» **What you will do**:
Could you filter the data below down to the lines that hold the word "edges"?

[Records contained in a dataset]
━━━

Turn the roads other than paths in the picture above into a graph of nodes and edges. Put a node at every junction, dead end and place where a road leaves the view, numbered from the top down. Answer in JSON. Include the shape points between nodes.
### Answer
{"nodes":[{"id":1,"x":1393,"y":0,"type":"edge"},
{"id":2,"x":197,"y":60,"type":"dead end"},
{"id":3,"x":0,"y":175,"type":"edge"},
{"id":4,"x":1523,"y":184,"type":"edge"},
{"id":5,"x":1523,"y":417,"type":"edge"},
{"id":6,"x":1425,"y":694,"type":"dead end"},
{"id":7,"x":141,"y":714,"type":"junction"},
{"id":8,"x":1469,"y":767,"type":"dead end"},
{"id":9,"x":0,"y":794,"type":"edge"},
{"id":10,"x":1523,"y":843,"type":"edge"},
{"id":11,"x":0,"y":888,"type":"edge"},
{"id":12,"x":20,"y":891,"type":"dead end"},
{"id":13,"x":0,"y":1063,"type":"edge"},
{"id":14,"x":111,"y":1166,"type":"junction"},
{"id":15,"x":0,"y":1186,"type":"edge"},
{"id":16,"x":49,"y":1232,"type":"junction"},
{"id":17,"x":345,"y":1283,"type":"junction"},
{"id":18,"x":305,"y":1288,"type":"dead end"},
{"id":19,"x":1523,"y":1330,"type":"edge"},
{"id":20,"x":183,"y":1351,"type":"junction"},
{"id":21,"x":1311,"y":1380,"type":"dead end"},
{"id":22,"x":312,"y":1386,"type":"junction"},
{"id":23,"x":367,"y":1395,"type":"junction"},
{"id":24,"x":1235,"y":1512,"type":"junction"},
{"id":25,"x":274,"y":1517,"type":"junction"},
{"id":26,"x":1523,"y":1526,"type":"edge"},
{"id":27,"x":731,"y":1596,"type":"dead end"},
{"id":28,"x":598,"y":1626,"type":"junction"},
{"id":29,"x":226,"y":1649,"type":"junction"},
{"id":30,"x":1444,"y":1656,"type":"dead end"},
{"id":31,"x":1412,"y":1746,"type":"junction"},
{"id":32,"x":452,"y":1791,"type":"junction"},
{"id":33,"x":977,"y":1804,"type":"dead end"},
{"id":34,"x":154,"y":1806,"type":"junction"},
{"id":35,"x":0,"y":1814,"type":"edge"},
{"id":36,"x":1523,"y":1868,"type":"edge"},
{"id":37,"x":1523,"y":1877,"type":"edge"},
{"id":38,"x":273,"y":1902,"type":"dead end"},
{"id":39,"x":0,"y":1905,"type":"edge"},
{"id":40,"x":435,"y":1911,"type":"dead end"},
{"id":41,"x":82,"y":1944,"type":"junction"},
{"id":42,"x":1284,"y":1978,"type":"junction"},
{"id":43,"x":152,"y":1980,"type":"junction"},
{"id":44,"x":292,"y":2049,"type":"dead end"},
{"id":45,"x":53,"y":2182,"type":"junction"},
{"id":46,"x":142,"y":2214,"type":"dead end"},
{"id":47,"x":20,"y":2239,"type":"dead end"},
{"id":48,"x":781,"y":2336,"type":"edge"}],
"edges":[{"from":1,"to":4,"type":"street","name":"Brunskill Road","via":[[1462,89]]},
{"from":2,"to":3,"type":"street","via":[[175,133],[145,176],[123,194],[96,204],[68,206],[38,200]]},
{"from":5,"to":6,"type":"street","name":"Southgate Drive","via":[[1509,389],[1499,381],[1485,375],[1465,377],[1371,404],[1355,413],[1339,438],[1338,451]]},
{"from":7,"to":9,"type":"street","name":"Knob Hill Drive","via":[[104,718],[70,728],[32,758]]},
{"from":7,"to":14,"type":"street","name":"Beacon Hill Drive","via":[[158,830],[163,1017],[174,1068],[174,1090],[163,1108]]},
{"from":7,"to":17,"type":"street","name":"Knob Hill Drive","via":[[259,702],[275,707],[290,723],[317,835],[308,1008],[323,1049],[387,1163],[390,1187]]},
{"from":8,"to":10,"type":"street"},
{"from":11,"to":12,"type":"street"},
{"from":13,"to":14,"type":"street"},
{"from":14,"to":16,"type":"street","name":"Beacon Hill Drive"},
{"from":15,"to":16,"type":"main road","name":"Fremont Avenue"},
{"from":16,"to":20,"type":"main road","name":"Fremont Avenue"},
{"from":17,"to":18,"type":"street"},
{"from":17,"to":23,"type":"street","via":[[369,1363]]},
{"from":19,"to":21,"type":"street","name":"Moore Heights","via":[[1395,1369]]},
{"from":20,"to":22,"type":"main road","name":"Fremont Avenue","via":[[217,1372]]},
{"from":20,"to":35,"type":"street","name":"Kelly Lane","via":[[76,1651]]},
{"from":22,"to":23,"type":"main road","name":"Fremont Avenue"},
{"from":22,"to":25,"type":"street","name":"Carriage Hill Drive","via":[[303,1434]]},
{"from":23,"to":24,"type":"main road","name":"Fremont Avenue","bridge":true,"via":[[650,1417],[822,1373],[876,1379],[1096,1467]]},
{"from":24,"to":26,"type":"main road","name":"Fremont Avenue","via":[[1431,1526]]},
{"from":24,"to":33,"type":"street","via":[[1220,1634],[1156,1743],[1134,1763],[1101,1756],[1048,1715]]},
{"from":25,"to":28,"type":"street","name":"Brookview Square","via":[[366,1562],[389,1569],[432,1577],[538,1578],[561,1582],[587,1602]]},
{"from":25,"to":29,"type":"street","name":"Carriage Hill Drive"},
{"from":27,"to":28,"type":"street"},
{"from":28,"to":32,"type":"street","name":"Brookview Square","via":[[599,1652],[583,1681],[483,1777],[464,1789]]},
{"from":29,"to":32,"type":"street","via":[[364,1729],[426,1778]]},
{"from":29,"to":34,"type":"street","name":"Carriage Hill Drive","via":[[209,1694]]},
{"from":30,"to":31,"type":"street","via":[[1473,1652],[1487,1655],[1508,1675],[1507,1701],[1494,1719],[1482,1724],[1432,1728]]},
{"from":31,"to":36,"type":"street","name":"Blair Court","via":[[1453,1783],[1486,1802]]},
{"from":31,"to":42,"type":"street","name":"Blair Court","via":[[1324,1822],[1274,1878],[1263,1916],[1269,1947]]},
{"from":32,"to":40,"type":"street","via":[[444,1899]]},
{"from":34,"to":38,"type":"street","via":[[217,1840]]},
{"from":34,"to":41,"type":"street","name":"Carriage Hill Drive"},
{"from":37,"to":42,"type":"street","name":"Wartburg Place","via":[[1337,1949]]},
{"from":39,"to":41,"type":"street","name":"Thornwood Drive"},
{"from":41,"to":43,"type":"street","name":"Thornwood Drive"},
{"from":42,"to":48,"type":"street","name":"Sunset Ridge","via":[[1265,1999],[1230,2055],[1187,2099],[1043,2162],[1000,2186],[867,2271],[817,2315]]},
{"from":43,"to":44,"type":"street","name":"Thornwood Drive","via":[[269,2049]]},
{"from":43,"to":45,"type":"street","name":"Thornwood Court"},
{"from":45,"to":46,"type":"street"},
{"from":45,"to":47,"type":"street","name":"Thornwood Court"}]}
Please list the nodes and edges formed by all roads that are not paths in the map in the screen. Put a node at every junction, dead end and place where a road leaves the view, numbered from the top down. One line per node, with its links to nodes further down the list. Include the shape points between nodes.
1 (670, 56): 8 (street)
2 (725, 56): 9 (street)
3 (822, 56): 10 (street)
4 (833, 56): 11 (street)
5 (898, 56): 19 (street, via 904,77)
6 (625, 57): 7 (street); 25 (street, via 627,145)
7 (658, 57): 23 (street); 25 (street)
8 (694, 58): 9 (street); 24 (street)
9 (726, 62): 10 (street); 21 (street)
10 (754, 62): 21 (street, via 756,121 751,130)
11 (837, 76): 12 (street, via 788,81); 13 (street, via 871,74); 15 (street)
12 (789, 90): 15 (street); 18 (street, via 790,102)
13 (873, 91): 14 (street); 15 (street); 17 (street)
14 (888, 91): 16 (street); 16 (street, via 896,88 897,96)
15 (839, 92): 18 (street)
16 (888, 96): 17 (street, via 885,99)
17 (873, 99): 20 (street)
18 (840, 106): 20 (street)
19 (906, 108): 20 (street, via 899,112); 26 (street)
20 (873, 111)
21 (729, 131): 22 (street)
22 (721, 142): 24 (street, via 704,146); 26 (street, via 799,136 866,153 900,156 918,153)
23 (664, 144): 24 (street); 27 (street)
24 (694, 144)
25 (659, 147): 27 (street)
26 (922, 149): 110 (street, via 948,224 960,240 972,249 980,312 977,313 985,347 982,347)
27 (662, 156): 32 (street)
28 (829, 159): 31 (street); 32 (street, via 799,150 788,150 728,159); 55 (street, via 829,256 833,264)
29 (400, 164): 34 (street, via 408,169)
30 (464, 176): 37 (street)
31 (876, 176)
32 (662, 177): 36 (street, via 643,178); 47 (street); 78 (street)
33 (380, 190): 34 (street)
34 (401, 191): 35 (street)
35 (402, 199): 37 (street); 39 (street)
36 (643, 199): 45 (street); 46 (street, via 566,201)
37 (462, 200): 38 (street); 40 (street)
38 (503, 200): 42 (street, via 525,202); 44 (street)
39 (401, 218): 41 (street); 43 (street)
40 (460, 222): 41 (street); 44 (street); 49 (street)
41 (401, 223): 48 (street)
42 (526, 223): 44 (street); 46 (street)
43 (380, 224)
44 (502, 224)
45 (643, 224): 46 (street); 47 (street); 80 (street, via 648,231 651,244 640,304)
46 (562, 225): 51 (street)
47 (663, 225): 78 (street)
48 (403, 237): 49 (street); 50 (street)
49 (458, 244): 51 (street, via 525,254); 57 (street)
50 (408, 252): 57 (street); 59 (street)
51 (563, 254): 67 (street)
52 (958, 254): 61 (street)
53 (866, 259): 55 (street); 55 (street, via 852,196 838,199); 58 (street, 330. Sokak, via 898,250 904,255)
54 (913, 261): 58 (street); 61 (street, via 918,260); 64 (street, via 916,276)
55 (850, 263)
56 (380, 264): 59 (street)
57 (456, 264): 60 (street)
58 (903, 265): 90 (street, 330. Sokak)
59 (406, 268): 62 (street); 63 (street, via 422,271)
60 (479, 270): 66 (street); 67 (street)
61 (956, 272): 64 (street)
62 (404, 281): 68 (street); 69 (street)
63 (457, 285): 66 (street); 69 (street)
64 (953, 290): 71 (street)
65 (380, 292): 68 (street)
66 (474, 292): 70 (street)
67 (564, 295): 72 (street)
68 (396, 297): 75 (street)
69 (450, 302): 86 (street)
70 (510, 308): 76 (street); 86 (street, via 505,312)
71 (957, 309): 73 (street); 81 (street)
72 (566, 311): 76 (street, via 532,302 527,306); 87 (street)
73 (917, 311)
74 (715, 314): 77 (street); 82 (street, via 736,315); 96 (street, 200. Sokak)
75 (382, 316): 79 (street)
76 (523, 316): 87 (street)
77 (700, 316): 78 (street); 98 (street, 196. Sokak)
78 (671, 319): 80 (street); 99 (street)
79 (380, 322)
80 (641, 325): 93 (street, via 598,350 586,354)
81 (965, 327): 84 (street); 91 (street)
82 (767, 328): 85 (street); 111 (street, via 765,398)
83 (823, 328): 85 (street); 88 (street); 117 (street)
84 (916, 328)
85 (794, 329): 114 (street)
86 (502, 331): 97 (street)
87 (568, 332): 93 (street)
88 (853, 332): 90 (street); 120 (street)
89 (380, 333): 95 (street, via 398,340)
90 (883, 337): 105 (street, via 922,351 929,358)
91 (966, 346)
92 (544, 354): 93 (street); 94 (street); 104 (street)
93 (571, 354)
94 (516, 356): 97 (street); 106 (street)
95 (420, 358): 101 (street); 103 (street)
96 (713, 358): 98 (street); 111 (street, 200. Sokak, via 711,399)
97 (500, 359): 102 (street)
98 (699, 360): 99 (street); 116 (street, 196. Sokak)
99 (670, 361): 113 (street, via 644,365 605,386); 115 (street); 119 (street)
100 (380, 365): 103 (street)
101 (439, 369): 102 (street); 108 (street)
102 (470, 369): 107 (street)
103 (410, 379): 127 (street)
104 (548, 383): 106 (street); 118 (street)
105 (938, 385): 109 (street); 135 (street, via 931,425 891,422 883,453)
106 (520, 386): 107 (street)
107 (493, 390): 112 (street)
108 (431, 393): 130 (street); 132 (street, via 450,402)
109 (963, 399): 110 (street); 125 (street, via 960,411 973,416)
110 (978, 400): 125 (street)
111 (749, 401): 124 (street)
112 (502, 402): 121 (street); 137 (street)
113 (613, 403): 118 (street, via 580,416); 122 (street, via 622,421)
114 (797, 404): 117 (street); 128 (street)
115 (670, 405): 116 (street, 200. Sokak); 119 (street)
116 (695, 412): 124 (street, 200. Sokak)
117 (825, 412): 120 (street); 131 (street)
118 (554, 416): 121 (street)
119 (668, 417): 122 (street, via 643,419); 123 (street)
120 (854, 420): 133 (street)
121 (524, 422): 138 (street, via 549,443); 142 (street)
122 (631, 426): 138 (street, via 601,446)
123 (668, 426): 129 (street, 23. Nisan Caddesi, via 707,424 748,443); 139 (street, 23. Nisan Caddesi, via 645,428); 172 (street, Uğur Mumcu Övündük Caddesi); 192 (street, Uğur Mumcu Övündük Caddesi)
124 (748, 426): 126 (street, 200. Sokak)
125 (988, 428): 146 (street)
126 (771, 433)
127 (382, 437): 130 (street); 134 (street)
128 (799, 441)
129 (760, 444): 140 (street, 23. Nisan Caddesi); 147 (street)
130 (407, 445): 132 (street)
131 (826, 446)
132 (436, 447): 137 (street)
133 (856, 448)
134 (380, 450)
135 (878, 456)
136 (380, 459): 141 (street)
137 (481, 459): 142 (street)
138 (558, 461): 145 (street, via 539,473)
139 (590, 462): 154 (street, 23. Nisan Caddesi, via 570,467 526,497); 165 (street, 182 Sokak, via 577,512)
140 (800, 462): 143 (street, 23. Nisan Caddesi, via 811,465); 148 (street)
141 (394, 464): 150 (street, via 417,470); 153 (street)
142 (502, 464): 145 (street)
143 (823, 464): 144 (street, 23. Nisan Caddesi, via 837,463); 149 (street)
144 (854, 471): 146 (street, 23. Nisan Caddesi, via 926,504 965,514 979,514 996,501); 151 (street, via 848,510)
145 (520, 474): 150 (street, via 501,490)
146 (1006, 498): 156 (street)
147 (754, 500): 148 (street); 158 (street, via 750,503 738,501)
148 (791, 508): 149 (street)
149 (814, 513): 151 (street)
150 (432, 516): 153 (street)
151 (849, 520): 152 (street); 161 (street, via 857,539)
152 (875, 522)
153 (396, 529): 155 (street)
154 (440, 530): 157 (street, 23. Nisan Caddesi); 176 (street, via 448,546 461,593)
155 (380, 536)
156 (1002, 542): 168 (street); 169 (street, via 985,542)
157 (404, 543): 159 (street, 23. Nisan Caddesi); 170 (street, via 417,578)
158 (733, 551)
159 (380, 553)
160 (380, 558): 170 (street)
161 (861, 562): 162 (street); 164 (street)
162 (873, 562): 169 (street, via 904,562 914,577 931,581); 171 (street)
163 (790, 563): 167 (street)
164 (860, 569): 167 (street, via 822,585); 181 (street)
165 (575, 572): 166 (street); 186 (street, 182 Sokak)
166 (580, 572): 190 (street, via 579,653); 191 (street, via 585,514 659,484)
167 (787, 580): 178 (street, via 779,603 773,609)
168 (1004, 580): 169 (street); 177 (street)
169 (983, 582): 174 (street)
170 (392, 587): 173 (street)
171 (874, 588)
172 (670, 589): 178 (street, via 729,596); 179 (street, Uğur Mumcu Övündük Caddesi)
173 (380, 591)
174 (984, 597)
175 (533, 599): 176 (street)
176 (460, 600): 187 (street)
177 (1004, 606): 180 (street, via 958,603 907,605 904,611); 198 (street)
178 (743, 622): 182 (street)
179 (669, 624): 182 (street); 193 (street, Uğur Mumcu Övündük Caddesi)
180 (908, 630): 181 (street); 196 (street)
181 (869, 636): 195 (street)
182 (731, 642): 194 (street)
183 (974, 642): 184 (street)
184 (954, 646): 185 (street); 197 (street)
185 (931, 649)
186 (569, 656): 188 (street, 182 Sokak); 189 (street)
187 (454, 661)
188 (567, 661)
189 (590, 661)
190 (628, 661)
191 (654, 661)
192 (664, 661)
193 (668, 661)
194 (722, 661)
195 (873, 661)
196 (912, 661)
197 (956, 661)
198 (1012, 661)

━━━

» **Expected output**:
Turn the roads other than paths in the picture above into a graph of nodes and edges. Put a node at every junction, dead end and place where a road leaves the view, numbered from the top down. Answer in JSON. Include the shape points between nodes.
"edges":[{"from":1,"to":4,"type":"street","name":"Brunskill Road","via":[[1462,89]]},
Please list the nodes and edges formed by all roads that are not paths in the map in the screen. Put a node at every junction, dead end and place where a road leaves the view, numbered from the top down. One line per node, with its links to nodes further down the list. Include the shape points between nodes.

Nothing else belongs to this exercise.